*** SUPPLIED MATERIAL ***
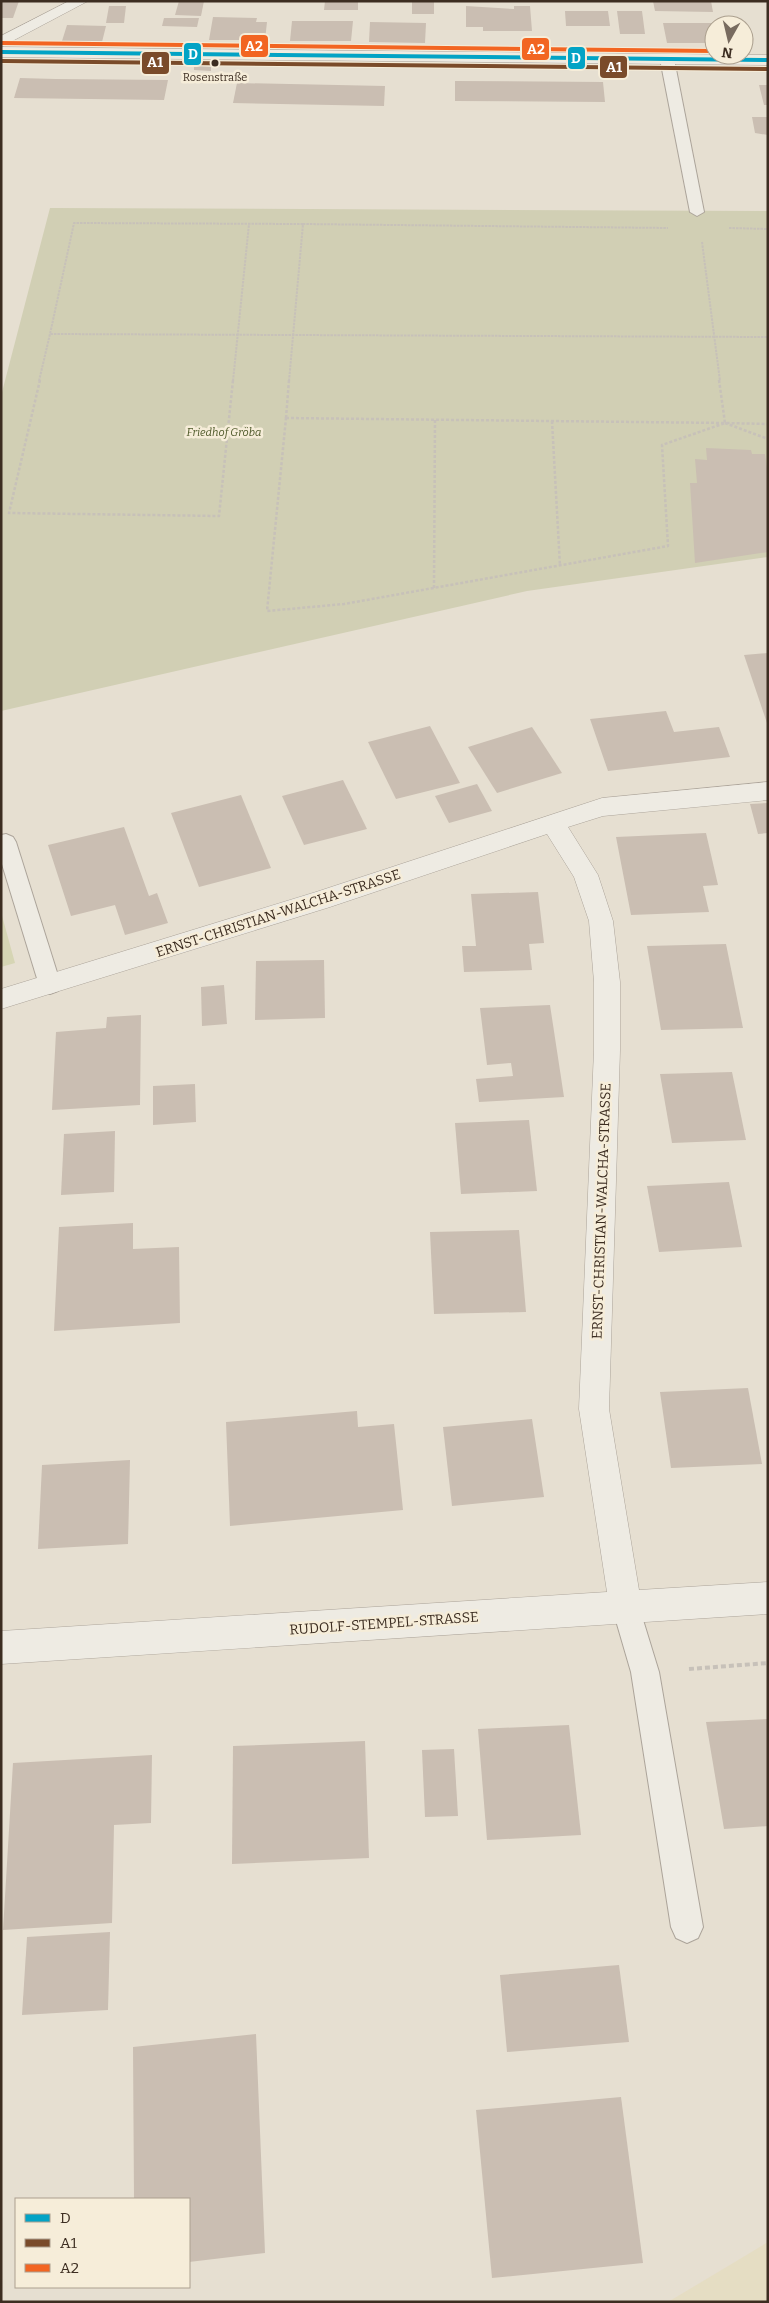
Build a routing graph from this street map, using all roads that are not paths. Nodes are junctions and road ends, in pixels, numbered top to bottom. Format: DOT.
graph roads {
  1 [pos="81,1"];
  2 [pos="1,42"];
  3 [pos="1,52"];
  4 [pos="667,59"];
  5 [pos="768,60"];
  6 [pos="697,212"];
  7 [pos="768,791"];
  8 [pos="553,824"];
  9 [pos="1,844"];
  10 [pos="50,984"];
  11 [pos="1,999"];
  12 [pos="768,1598"];
  13 [pos="626,1607"];
  14 [pos="1,1648"];
  15 [pos="687,1927"];
  1 -- 2 [label="street"];
  3 -- 4 [label="street"];
  4 -- 5 [label="street"];
  4 -- 6 [label="lane"];
  7 -- 8 [label="street, ERNST-CHRISTIAN-WALCHA-STRASSE"];
  8 -- 10 [label="street, ERNST-CHRISTIAN-WALCHA-STRASSE"];
  8 -- 13 [label="street, ERNST-CHRISTIAN-WALCHA-STRASSE"];
  9 -- 10 [label="lane"];
  10 -- 11 [label="street, ERNST-CHRISTIAN-WALCHA-STRASSE"];
  12 -- 13 [label="street, RUDOLF-STEMPEL-STRASSE"];
  13 -- 14 [label="street, RUDOLF-STEMPEL-STRASSE"];
  13 -- 15 [label="lane"];
}
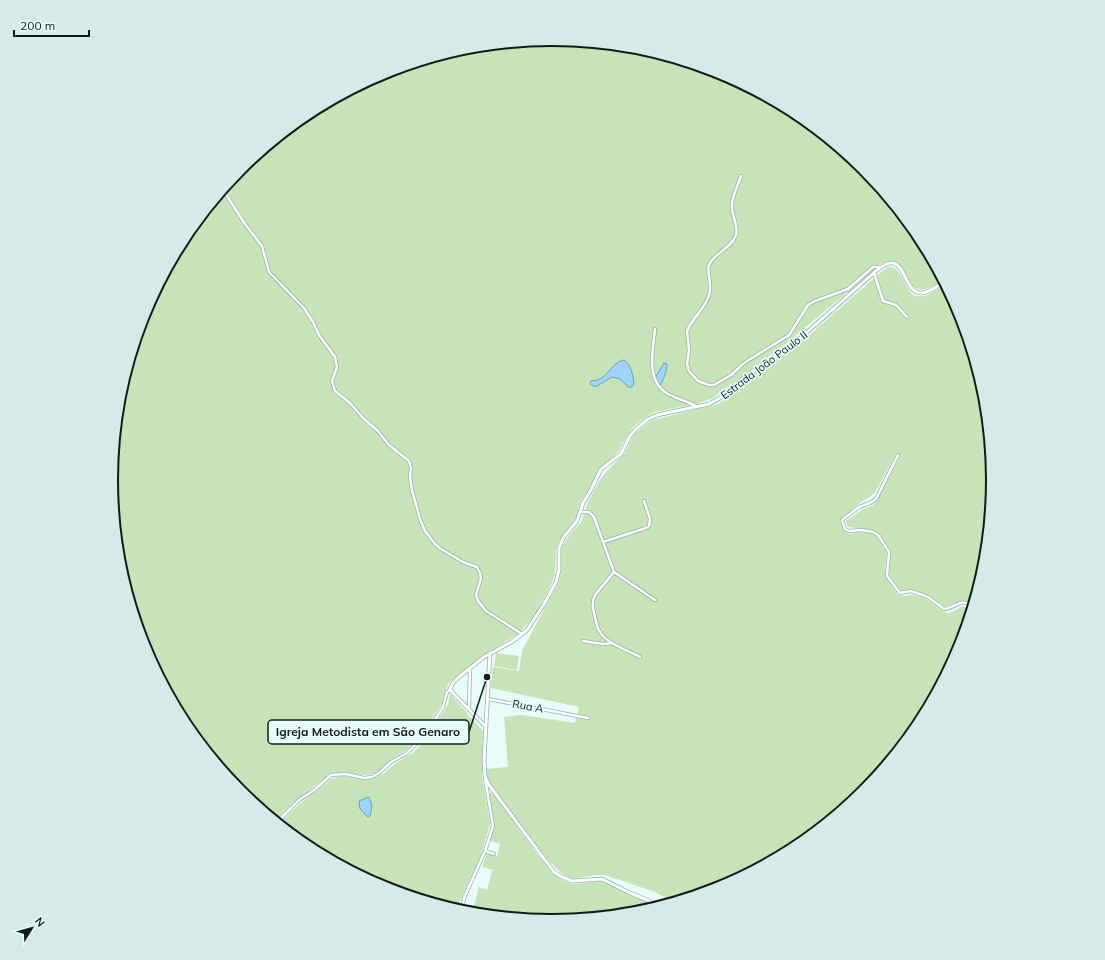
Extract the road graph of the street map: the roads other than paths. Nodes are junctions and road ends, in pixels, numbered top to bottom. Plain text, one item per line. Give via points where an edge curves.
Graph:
***
Return every record exactly, leaving out the pictures.

Build a routing graph from this street map, using all roads that are not paths. Nodes are junctions and road ends, in pixels, numbered top to bottom. Format: DOT.
graph roads {
  1 [pos="81,1"];
  2 [pos="1,42"];
  3 [pos="1,52"];
  4 [pos="667,59"];
  5 [pos="768,60"];
  6 [pos="697,212"];
  7 [pos="768,791"];
  8 [pos="553,824"];
  9 [pos="1,844"];
  10 [pos="50,984"];
  11 [pos="1,999"];
  12 [pos="768,1598"];
  13 [pos="626,1607"];
  14 [pos="1,1648"];
  15 [pos="687,1927"];
  1 -- 2 [label="street"];
  3 -- 4 [label="street"];
  4 -- 5 [label="street"];
  4 -- 6 [label="lane"];
  7 -- 8 [label="street, ERNST-CHRISTIAN-WALCHA-STRASSE"];
  8 -- 10 [label="street, ERNST-CHRISTIAN-WALCHA-STRASSE"];
  8 -- 13 [label="street, ERNST-CHRISTIAN-WALCHA-STRASSE"];
  9 -- 10 [label="lane"];
  10 -- 11 [label="street, ERNST-CHRISTIAN-WALCHA-STRASSE"];
  12 -- 13 [label="street, RUDOLF-STEMPEL-STRASSE"];
  13 -- 14 [label="street, RUDOLF-STEMPEL-STRASSE"];
  13 -- 15 [label="lane"];
}
Extract the road graph of the street map: the roads other than paths. Nodes are junctions and road ends, in pixels, numbered top to bottom. Plain text, one item per line. Give via points where an edge curves.
Graph:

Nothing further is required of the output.